(MATERIAL SHOWN Opens)
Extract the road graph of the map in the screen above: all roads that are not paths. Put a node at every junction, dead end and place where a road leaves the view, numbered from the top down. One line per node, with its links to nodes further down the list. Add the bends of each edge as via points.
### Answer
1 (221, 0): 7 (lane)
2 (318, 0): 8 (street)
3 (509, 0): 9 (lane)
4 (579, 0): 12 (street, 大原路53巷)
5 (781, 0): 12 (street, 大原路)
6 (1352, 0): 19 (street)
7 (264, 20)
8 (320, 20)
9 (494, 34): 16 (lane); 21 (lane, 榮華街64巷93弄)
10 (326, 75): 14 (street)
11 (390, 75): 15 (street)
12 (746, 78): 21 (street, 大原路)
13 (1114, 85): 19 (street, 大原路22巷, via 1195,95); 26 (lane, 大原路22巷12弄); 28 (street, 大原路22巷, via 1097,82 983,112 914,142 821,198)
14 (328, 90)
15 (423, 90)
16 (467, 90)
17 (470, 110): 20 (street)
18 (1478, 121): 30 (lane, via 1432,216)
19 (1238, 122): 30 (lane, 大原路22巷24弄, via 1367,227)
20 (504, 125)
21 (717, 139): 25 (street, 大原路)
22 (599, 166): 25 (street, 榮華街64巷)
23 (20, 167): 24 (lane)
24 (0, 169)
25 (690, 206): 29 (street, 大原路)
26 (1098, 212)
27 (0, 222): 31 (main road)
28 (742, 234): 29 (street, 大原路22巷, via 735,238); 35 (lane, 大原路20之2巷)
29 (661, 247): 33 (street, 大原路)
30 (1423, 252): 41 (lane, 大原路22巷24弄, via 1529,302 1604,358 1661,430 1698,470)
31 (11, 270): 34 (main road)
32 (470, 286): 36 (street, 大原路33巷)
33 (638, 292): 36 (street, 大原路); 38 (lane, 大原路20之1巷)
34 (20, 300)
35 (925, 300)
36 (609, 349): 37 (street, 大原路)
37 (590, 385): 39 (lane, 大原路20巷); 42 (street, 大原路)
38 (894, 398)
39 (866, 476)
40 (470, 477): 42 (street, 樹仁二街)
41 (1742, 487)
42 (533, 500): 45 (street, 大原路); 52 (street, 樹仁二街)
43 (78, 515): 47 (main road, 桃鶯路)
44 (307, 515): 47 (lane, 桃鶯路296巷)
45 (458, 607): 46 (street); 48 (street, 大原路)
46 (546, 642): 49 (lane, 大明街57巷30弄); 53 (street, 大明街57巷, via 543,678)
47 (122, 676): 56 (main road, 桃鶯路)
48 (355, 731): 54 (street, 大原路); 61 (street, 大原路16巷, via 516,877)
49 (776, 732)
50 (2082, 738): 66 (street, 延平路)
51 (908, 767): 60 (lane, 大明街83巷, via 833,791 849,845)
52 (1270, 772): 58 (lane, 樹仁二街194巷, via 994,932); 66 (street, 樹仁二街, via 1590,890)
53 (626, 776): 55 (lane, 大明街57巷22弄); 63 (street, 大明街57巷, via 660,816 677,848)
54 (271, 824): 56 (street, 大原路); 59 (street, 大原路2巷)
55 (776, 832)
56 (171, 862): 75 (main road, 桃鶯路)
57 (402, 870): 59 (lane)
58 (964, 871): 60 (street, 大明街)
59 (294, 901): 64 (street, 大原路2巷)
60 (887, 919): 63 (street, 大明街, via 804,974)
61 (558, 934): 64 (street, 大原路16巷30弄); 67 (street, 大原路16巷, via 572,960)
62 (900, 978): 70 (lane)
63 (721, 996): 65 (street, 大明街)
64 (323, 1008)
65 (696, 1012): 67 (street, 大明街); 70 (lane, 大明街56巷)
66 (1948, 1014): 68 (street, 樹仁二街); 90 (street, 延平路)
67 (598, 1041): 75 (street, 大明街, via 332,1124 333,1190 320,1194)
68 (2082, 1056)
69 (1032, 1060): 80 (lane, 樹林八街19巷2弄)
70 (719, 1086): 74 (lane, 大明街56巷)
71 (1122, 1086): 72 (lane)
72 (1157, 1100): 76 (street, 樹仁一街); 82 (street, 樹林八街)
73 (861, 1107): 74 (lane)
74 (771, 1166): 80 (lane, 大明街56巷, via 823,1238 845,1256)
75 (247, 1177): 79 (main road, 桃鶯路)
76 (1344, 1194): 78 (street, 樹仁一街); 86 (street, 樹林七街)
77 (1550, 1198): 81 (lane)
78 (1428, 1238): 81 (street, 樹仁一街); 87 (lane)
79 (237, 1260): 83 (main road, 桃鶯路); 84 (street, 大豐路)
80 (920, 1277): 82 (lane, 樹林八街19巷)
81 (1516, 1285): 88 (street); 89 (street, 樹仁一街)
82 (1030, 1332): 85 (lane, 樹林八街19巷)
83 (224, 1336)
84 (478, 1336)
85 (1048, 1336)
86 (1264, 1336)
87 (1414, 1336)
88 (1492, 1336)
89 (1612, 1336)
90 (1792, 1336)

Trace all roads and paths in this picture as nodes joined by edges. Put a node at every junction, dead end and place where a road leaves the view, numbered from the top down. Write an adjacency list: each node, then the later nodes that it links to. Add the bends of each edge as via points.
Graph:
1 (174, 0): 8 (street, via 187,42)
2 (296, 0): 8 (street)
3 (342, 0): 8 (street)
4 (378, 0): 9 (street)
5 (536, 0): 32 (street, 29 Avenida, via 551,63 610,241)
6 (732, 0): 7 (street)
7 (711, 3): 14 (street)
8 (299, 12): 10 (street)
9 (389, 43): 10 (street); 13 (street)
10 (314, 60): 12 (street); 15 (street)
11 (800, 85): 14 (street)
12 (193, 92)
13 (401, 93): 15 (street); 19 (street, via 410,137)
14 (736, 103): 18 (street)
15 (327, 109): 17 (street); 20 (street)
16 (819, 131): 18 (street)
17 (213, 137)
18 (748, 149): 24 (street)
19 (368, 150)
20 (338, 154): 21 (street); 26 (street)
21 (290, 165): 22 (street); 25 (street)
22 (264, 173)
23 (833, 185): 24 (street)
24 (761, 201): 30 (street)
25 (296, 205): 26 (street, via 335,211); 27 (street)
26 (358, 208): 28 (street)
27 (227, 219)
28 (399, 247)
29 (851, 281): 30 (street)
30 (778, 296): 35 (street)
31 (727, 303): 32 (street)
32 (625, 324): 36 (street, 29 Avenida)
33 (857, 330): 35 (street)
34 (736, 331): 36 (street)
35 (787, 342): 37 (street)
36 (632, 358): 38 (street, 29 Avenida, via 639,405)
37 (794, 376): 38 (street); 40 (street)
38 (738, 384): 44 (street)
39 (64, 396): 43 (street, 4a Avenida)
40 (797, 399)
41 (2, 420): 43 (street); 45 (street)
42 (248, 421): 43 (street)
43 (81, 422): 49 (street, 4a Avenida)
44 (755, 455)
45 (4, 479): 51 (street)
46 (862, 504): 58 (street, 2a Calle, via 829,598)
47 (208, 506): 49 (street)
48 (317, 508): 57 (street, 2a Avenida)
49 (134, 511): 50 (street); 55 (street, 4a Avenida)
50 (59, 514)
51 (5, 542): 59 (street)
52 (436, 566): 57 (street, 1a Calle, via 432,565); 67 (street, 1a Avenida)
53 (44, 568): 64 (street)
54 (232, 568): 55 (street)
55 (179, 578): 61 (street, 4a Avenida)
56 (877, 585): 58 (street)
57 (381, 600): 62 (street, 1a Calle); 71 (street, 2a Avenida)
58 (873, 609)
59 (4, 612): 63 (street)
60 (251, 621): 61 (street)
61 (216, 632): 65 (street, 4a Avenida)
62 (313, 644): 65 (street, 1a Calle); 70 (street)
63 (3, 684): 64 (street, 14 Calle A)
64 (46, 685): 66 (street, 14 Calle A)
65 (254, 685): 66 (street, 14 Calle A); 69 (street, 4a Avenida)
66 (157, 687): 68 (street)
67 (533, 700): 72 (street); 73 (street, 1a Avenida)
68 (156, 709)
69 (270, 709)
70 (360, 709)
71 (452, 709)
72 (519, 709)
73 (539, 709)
(MATERIAL SHOWN Closes)
__TASK REQUIREMENTS__
From the entries above, collect every line with the string "樹仁一街" in it.

__EXERCISE ANSWER__
72 (1157, 1100): 76 (street, 樹仁一街); 82 (street, 樹林八街)
76 (1344, 1194): 78 (street, 樹仁一街); 86 (street, 樹林七街)
78 (1428, 1238): 81 (street, 樹仁一街); 87 (lane)
81 (1516, 1285): 88 (street); 89 (street, 樹仁一街)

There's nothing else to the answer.